Feeling jealous in your relationship?

I used to be someone who was very jealous in my relationships.

I’d look to see if my partner was checking out a hot chic, and if they were, I’d either get in a mood all day

Or start a fight.

Or try and seek revenge and make them jealous.

Even if they commented on someone attractive on TV I’d get into my head about it and often withdraw.

Now, don’t get me wrong, I absolutely still get jealous, but now I’m less ashamed of it. Plus, I’ve learned to handle it in a much healthier way and communicate openly about it, helping build intimacy and connection with my partner.

Instead of resorting to controlling and manipulative behaviour which does the exact opposite!!

The goal isn’t to get rid of jealousy.

It’s about learning how to be with it and understand it when it comes up.

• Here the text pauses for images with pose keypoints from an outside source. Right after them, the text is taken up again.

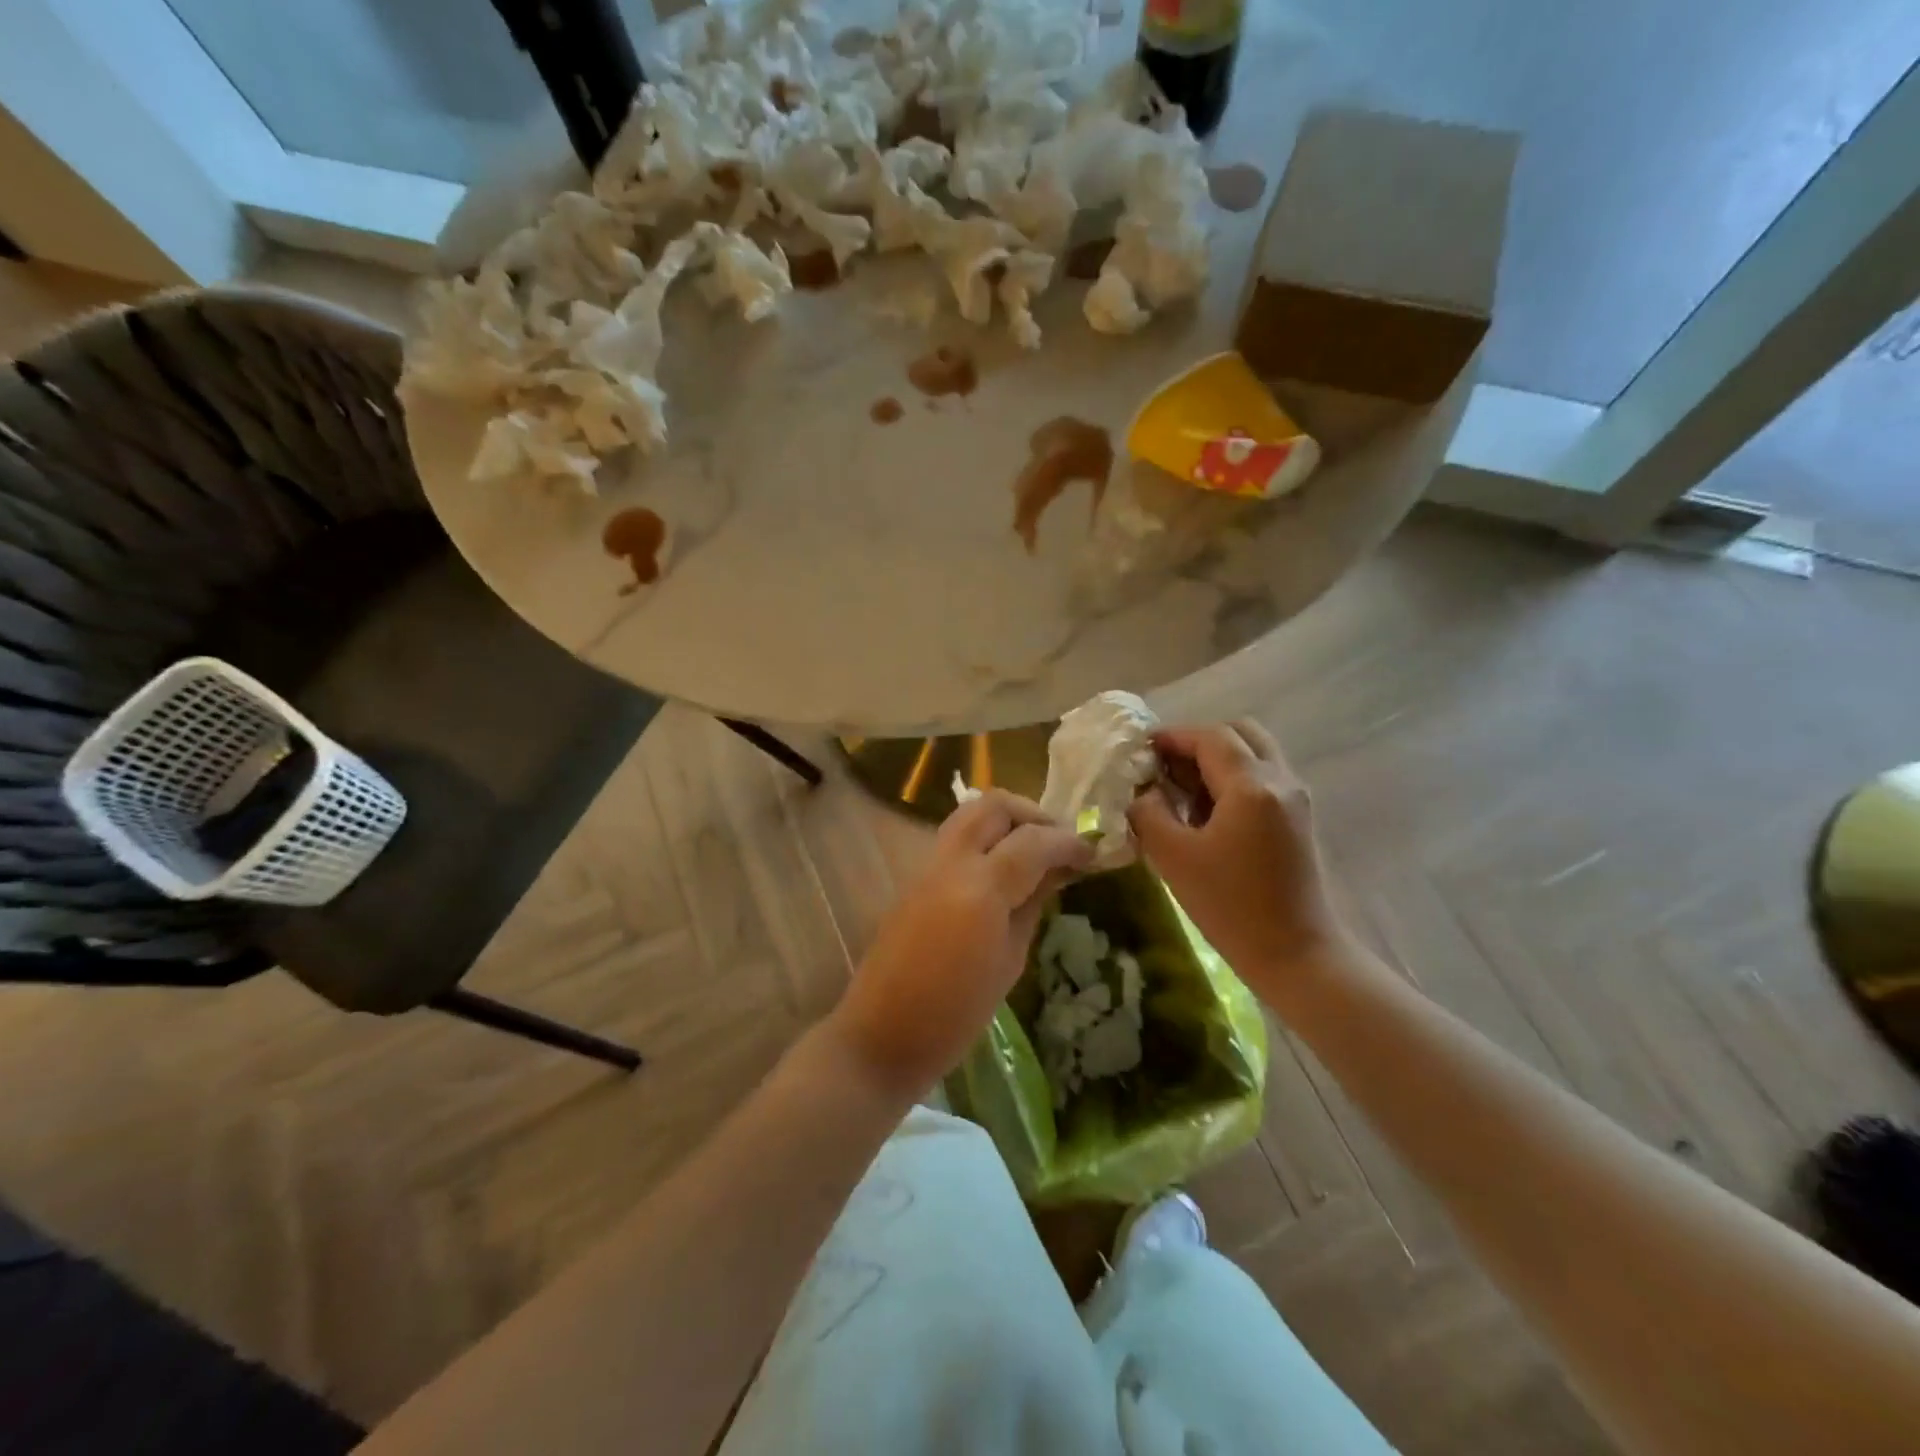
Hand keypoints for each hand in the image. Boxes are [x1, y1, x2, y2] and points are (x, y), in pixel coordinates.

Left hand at [830, 789, 1092, 1098]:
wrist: (882, 1035)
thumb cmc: (955, 1014)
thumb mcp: (1009, 963)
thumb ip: (1031, 906)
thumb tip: (1054, 873)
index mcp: (981, 887)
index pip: (1034, 840)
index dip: (1068, 842)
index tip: (1092, 852)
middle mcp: (951, 863)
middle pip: (993, 805)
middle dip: (1032, 814)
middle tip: (1058, 842)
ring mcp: (926, 867)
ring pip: (970, 815)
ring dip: (1006, 822)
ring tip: (1034, 853)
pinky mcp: (913, 879)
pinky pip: (954, 841)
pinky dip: (985, 840)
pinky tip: (1003, 871)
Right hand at [1128, 722, 1350, 986]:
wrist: (1296, 954)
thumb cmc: (1231, 906)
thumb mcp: (1173, 858)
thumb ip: (1148, 814)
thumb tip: (1143, 793)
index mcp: (1252, 786)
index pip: (1210, 737)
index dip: (1173, 736)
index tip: (1142, 750)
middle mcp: (1281, 781)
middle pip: (1240, 733)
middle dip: (1199, 741)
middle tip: (1166, 766)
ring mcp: (1296, 799)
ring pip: (1255, 754)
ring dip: (1218, 759)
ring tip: (1183, 790)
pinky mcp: (1299, 819)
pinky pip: (1264, 778)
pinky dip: (1234, 778)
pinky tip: (1208, 812)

And see it as the sign post that it is.

Jealousy is normal.

Not only does it have its roots in childhood experiences; being replaced by a sibling, not being picked at school, abandonment etc, but there is a whole legacy there for women where being chosen by a man was essential to survival.

Not to mention society feeding into these narratives of not-enoughness – needing to look and present a certain way in order to be accepted.

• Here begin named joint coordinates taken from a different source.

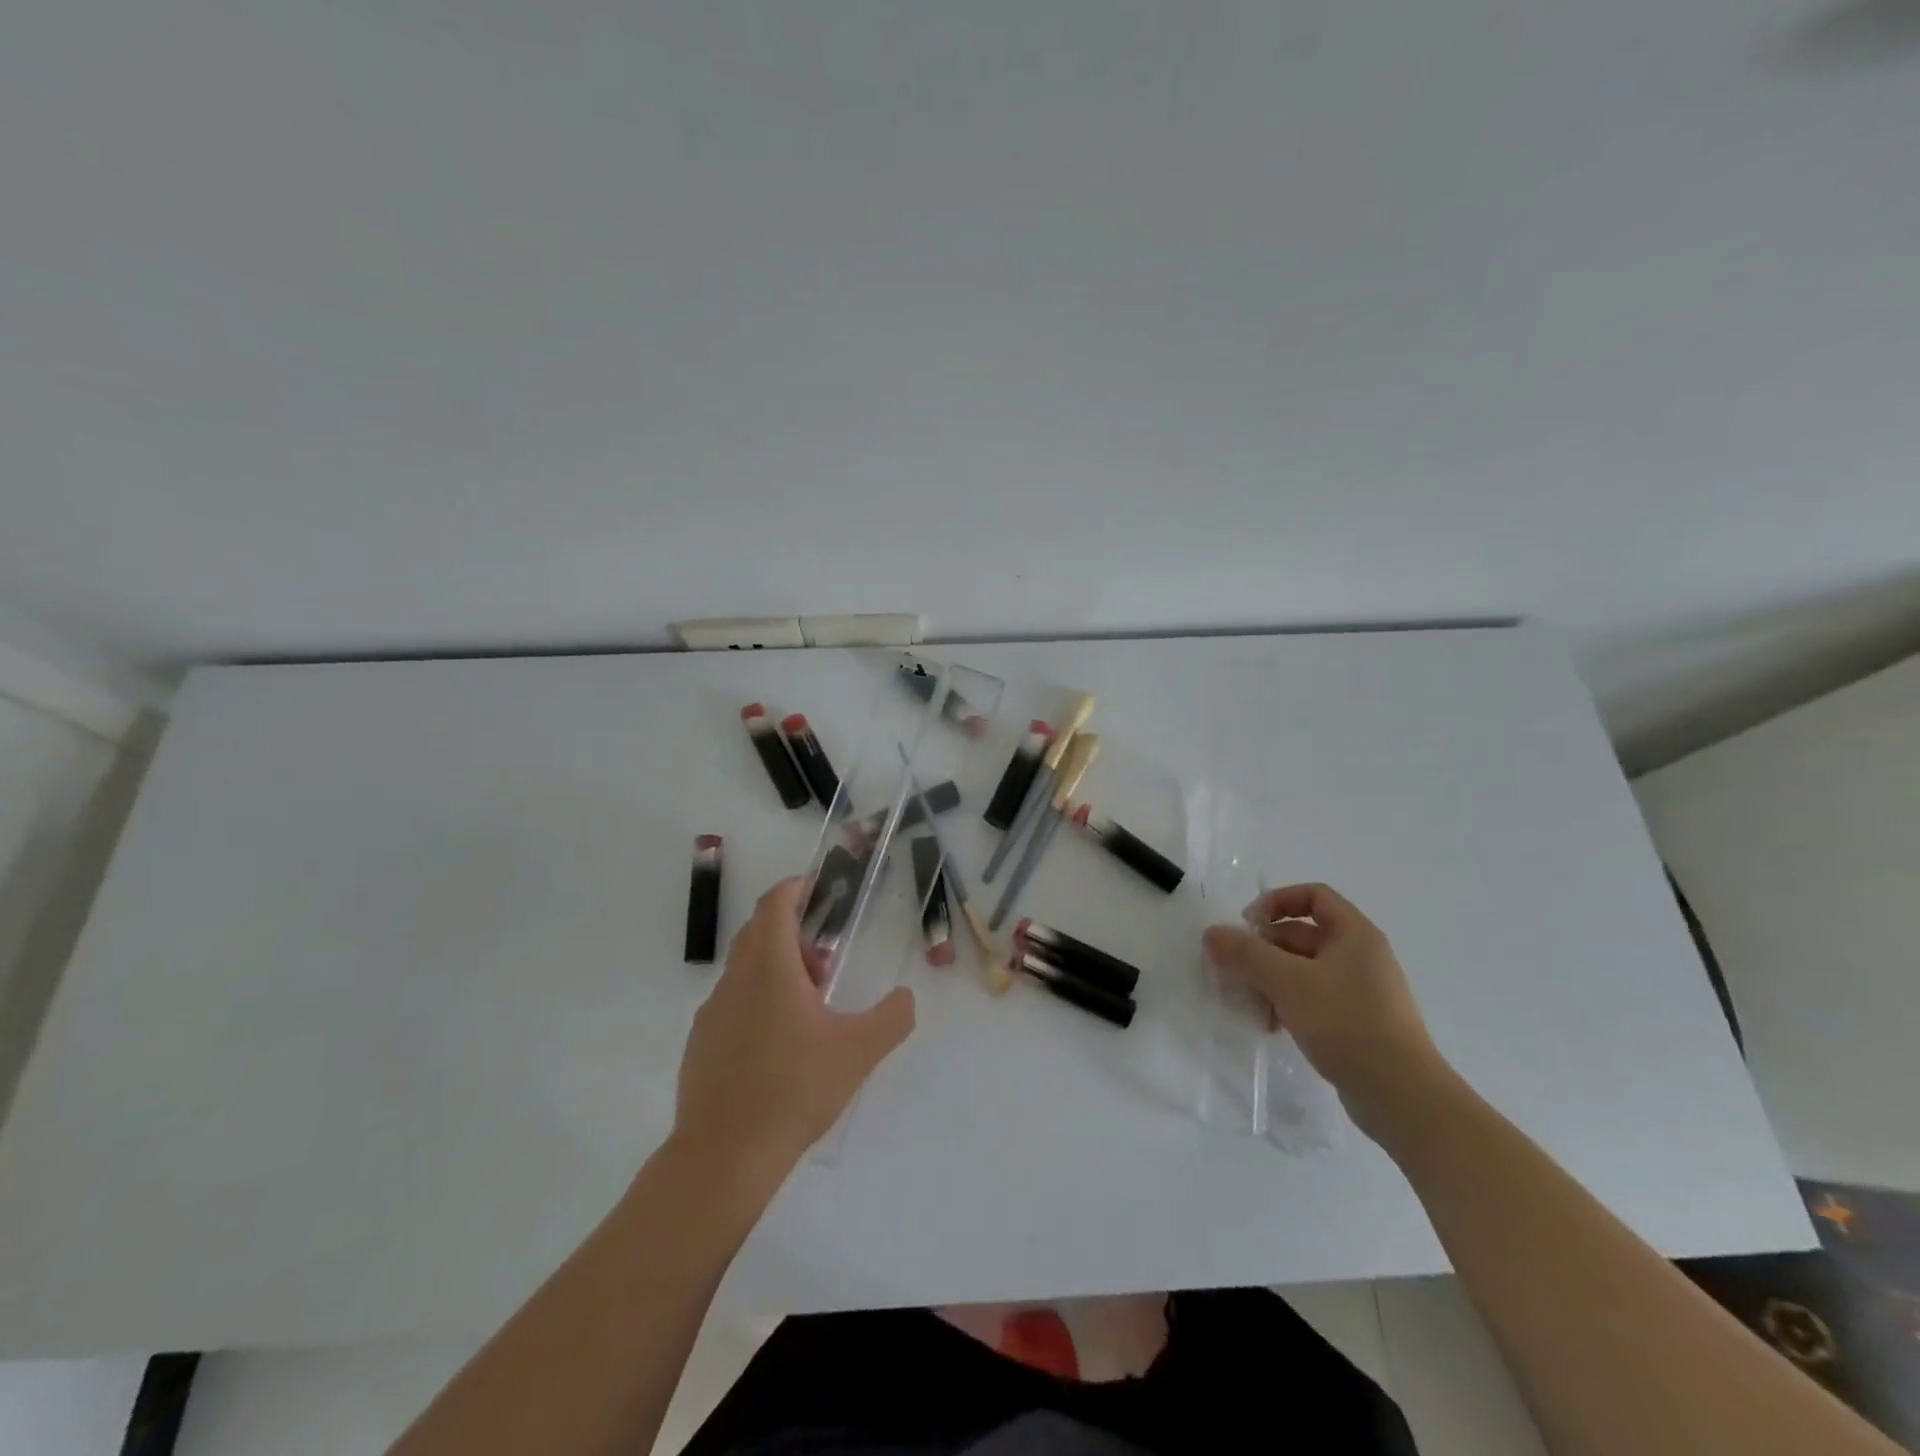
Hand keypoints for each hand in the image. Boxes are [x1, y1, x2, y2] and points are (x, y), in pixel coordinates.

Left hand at [673, 877, 915, 1188]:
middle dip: (791, 933)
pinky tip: (776, 1045)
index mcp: (771, 969)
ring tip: (807, 1009)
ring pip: (744, 969)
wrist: (724, 1156)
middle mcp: (736, 980)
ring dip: (775, 969)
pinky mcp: (700, 1042)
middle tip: (823, 964)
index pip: (774, 906)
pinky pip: (731, 1002)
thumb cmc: (794, 1090)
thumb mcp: (859, 1052)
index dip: (792, 889)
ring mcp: (712, 1012)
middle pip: (757, 932)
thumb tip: (906, 998)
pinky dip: (755, 1000)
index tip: (814, 888)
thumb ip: (892, 1018)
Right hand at [1202, 883, 1448, 1138]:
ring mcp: (1360, 992)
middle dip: (1263, 949)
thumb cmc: (1346, 1023)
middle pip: (1302, 935)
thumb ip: (1246, 953)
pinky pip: (1313, 999)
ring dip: (1270, 980)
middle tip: (1234, 970)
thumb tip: (1212, 933)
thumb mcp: (1288, 981)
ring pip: (1303, 970)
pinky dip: (1287, 1004)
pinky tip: (1269, 1026)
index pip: (1313, 896)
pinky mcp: (1357, 1023)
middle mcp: (1360, 956)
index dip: (1277, 901)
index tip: (1248, 924)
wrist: (1402, 1096)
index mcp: (1355, 934)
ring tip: (1248, 1003)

So this belief starts to develop: If I am accepted by other people, then I am safe.

I want to put to you the idea that jealousy is, in fact, a gift.

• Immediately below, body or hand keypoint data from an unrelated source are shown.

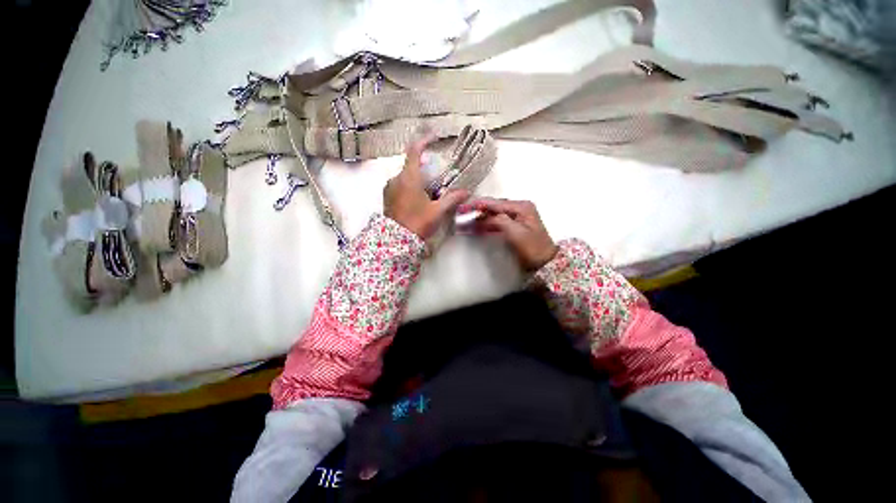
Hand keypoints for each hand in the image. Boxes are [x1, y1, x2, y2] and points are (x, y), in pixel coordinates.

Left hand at [383, 134, 468, 238]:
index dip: (424, 140)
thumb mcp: (437, 211)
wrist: (395, 241)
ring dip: (417, 178)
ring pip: (405, 176)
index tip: (434, 138)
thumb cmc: (417, 223)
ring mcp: (389, 188)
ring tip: (429, 192)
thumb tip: (466, 192)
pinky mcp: (387, 197)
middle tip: (436, 177)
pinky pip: (400, 185)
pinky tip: (418, 199)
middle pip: (411, 165)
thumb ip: (452, 199)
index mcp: (408, 178)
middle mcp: (396, 179)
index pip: (414, 151)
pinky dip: (410, 186)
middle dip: (424, 167)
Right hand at [460, 198, 558, 270]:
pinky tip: (476, 227)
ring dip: (481, 218)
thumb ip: (500, 220)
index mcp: (521, 206)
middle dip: (478, 211)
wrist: (546, 262)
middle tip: (462, 215)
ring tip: (466, 221)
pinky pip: (497, 222)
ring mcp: (517, 217)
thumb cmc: (533, 247)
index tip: (464, 206)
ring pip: (494, 214)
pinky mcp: (514, 226)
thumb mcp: (516, 233)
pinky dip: (486, 224)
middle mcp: (519, 208)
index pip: (495, 202)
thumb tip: (484, 215)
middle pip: (494, 207)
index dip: (479, 204)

Like all emotions, jealousy is communicating with us.

It’s getting us to look at the stories we are telling ourselves that are keeping us stuck and preventing us from feeling free.  

AND

It may also be highlighting an issue within our relationship – your partner may not be acting in a way that adheres to the values and agreements you’ve both set for your relationship. Maybe your feelings are being dismissed or belittled.

So a calling in of your partner may be necessary.

So when a feeling of jealousy arises in you – first of all know it’s normal, and there is some beautiful work to be done.

Ask yourself: Is this flagging up an issue that needs to be addressed in the relationship or is pointing to low self worth or an abandonment issue or limiting belief?

And remember ladies, it’s ok to say to your partner “babe, I’m feeling jealous”

Healing within relationship needs your radical authenticity and vulnerability, so we can understand each other’s hearts more deeply.